Gruppe 4
PH bei pulmonalarterieller Obstruktion
Definition
Die pulmonale Hypertonie (PH) assoziiert mit pulmonalarteriellen Obstruktionen bildet die PH-Gruppe 4 gemäß WHO- und Nizza-Klassifikation.1
Bei Anzeichen von postthromboembolischen fibrotischen Obstruktionen in der Lungenarterie sollte die Diagnose einer chronisch thromboembolischen Lungenerkrankung ohne PH (CTEPD) bzw. mit PH (CTEPH, PH-Gruppe 4) erwogen werden.1
Hämodynamische Definition der PH-Gruppe 4 (präkapilläre PH):1 | |
---|---|
Mittlerer Pulmonalarteriendruck (mPAP) | > 20 mmHg |
Pulmonalarterienverschlussdruck (PAWP) | ≤ 15 mmHg |
Pulmonalvaskulärer Widerstand (PVR) | > 2 WU |
Klassifikation
Die CTEPH kann sich infolge von pulmonalarteriellen Obstruktionen oder einer damit assoziierten Mikrovaskulopathie entwickeln.1
Die WHO-Klassifikation gliedert die Gruppe nach ihrer Ätiologie in folgende Unterformen:1,2
Chronische thromboembolische PH (CTEPH)
Andere pulmonalarterielle Obstruktionen
Zu den alternativen Ursachen von pulmonalarteriellen Obstruktionen gehören Sarkome, andere maligne Tumore (z. B. Nierenkarzinom), nicht maligne Tumore (z. B. Uterus-Leiomyom), Arteriits ohne Bindegewebserkrankung (CTD), angeborene oder erworbene Pulmonalstenosen, Parasiten (Hydatiden-Zyste) und Fremdköperembolien.1
Epidemiologie und Risikofaktoren
Die Inzidenz der CTEPH liegt bei 2–6 Fällen pro 1 Mio. Menschen / Jahr, und die CTEPH zählt damit zu den seltenen Erkrankungen.1 Die Prävalenz beträgt bei 26–38 Fällen pro 1 Mio. Menschen, allerdings sind die Zahlen der Neuerkrankten steigend.1 Wahrscheinlich ist dies auf ein besseres Verständnis und größeres Bewusstsein für die Erkrankung zurückzuführen, insbesondere wenn Dyspnoe nach Lungenembolie und/oder weitere Risikofaktoren vorliegen.1
Patientinnen und Patienten mit einer CTEPD, bei denen eine zusätzliche PH bzw. CTEPH vermutet wird, sollten an ein PH-Expertenzentrum überwiesen werden.1 Bei einem Großteil dieser Erkrankten bestätigt sich die CTEPH-Diagnose.1
Neben pulmonalerteriellen Obstruktionen oder einer Mikrovaskulopathie sind Risikofaktoren für eine CTEPH nach einer Lungenembolie:1
Intravaskuläre Implantate (z. B. Herzschrittmacher)

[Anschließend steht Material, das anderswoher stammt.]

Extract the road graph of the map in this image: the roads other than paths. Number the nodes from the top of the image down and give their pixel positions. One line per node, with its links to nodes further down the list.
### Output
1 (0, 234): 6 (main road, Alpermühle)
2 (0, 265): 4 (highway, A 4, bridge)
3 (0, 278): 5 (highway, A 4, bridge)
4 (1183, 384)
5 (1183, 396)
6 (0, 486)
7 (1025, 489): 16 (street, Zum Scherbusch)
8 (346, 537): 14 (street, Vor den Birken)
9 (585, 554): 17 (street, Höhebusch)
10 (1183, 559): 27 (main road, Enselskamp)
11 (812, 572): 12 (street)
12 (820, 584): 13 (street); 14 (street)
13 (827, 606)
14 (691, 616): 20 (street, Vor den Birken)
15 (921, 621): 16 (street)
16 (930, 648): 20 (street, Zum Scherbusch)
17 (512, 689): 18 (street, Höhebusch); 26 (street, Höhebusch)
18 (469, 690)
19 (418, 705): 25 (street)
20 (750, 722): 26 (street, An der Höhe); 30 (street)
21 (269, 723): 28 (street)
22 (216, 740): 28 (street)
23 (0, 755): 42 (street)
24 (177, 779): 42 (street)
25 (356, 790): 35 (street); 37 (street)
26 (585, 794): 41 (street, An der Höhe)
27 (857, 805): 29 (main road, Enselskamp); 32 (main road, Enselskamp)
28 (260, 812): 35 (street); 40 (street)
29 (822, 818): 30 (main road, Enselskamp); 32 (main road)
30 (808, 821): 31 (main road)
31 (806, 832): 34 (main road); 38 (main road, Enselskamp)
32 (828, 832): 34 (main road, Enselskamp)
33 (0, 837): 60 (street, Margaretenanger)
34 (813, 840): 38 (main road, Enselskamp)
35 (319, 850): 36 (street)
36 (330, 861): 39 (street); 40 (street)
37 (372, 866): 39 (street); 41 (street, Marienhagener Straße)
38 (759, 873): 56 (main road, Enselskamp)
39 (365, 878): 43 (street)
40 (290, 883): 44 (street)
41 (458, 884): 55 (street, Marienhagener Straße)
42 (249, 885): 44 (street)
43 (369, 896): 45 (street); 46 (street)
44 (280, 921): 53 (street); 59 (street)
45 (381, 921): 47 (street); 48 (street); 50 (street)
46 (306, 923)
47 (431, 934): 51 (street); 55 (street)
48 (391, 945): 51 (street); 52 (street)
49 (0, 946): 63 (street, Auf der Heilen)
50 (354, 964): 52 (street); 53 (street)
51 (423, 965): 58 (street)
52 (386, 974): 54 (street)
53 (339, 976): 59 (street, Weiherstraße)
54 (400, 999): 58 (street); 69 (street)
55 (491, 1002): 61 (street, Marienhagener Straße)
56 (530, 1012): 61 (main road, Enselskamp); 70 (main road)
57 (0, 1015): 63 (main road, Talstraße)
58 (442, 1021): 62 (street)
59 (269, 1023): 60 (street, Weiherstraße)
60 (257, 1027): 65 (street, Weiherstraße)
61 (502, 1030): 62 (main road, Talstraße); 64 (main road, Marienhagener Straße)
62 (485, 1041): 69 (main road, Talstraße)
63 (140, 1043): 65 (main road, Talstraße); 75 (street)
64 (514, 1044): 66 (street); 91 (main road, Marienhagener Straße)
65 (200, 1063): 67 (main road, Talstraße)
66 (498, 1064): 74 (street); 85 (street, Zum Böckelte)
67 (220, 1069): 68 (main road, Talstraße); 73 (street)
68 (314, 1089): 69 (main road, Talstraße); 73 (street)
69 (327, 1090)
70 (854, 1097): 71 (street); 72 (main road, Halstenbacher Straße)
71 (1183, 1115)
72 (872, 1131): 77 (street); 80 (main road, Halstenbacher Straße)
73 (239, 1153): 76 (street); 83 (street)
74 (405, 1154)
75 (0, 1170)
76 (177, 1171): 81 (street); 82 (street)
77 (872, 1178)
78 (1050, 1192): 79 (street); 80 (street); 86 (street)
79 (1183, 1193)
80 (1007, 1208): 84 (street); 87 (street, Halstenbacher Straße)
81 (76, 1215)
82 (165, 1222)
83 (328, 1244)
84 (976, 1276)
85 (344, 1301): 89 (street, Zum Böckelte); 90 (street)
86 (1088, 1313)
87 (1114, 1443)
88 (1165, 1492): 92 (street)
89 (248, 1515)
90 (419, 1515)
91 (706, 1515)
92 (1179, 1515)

Entzündliche Darmerkrankungen
Essentielle Thrombozythämie (ET)
Polycythaemia vera (PV)
Splenektomie
Antiphospholipid-Syndrom
Hochdosierte Schilddrüsenhormon-Ersatztherapie
Malignität
Klinische Charakterisierung, Schweregrad und Prognose
Bei symptomatischen Patientinnen und Patienten einer CTEPD können folgende Anzeichen auftreten:1
Durchblutungsstörungen im V/Q-Scan
Hinweise auf chronische, organisierte, fibrotische Gerinnsel
Ringförmige Stenosen
Chronische totale Okklusion nach mindestens dreimonatiger therapeutischer Antikoagulation
Die PH zeichnet sich durch Belastungsdyspnoe, Abgeschlagenheit, rasche Ermüdbarkeit und gelegentliche Synkopen aus.2
Die CTEPH gilt als eine schwerwiegende Komplikation pulmonaler Thromboembolien.2 Unbehandelt liegt die mittlere Lebenserwartung bei weniger als drei Jahren.2 Allerdings stehen mittlerweile effektive Therapieoptionen zur Verfügung.2 Auch nach erfolgreicher Therapie sind jährliche Kontrolluntersuchungen indiziert, da die PH rezidivierend sein kann.1
Den höchsten prädiktiven Wert für die Mortalität hat die Einteilung nach WHO-Funktionsklassen (WHO-FC).1
Class | Descriptiona |
---|---|
WHO-FC I | Patients with PH but without resulting limitation of physical activity. Ordinary physical activity does not cause undue dyspnoea or fatigue, chest pain, or near syncope |
WHO-FC II | Patients with PH resulting in slight limitation of physical activity. They are comfortable at rest. Ordinary physical activity causes undue dyspnoea or fatigue, chest pain, or near syncope |
WHO-FC III | Patients with PH resulting in marked limitation of physical activity. They are comfortable at rest. Less than ordinary activity causes undue dyspnoea or fatigue, chest pain, or near syncope |
WHO-FC IV | Patients with PH with an inability to carry out any physical activity without symptoms. These patients manifest signs of right HF. Dyspnoea and/or fatigue may even be present at rest. Discomfort is increased by any physical activity |
PH, pulmonary hypertension; WHO-FC, World Health Organization functional class. |
Tab. 1: WHO-Funktionsklasse (WHO-FC) der pulmonalen Hypertonie (PH). aFunktionelle Klassifizierung der PH, modifiziert nach der New York Heart Association (NYHA) gemäß WHO 1998. Modifiziert nach 1.
Diagnostik
Bei Verdacht auf eine CTEPH muss umgehend an ein spezialisiertes PH-Expertenzentrum für eine interdisziplinäre Betreuung überwiesen werden („Fast-Track-Referral“).1 Den diagnostischen Algorithmus beim Verdacht auf eine PH finden Sie hier.
Diagnostik
Echokardiographie: Nicht invasives Verfahren zur Diagnose der PH.1,2 Für Parameter bitte hier klicken.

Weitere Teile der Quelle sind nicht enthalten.